AWS-Step-Functions-How-to-manage-long-running-tasks

AWS Step Functions Long Running Task Example

Managing and orchestrating multiple automation activities in the cloud may be a challenging task. In the article Cloud CRON – Scheduled Lambda Functions, we covered how to create and manage simple automation activities in the AWS cloud. By the term “simple,” we mean tasks running no longer than 15 minutes (see AWS Lambda quotas). But what if our job runs longer? Those scenarios we’ll cover in this article.

This article continues the Serverless articles series and covers creating and using AWS Step Functions workflow to manage long-running tasks in the AWS cloud. This article demonstrates how to implement an AWS Step Functions long-running task.

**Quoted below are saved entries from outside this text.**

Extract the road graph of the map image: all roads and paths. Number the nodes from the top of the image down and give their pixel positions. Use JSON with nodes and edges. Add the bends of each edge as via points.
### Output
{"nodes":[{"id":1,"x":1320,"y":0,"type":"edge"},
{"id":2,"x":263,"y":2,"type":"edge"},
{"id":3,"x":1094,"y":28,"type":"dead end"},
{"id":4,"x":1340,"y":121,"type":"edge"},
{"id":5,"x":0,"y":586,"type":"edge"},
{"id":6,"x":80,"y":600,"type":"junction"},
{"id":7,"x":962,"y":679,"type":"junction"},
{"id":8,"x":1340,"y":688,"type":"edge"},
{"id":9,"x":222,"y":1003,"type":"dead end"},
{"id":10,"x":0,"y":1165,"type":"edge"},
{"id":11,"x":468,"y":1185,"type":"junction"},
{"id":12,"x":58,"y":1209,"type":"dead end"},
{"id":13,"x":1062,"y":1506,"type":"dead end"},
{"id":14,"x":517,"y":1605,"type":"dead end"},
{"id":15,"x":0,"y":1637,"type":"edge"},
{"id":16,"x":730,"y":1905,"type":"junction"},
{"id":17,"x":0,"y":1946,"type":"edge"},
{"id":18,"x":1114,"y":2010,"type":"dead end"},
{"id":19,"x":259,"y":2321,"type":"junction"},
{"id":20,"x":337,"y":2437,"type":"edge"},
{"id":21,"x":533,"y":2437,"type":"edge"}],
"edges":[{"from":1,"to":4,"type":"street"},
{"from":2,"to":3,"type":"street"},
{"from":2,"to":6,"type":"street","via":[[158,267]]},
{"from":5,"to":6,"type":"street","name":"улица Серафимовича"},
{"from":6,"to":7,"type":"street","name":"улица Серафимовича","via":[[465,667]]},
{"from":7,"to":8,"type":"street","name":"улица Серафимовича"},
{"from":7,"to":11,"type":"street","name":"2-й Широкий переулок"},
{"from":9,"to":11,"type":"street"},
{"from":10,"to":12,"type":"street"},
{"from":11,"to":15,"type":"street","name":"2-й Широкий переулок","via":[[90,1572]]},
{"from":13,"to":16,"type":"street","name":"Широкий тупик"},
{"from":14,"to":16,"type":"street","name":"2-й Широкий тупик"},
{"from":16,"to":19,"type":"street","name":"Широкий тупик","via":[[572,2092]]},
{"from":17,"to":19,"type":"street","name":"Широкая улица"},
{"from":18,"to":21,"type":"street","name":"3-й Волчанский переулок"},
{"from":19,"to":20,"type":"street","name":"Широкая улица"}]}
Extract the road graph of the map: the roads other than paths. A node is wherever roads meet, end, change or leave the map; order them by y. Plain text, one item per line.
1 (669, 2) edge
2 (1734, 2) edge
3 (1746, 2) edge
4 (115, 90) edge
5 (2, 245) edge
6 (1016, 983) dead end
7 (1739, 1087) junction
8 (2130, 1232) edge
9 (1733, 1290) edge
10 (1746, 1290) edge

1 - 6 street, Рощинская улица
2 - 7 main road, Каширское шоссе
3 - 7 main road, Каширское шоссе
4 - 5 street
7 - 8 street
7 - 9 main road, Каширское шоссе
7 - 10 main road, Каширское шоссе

Long-Running Jobs In AWS Cloud

There’re multiple ways of handling long-running workloads in AWS in a Serverless way:

  • AWS Batch runs jobs pulled from the jobs FIFO queue, executed using the containerized environment, and exiting upon completion. Job execution time is unlimited.
  • AWS Fargate is a general-purpose container platform where you can do more. For example, you can bind your containers to the network and launch them as services. This service is a bit more complex than AWS Batch. Job execution time is unlimited.
  • AWS Lambda is a service for short-running jobs with a maximum execution time of 15 minutes.
  • Purpose-built AWS services for Machine Learning or Media Processing, for example.

AWS Batch vs. Fargate

When running batch processing jobs or long-running tasks in the cloud, there are two major options: AWS Batch and Fargate. Both have their pros, so it’s important to choose the right option for your needs.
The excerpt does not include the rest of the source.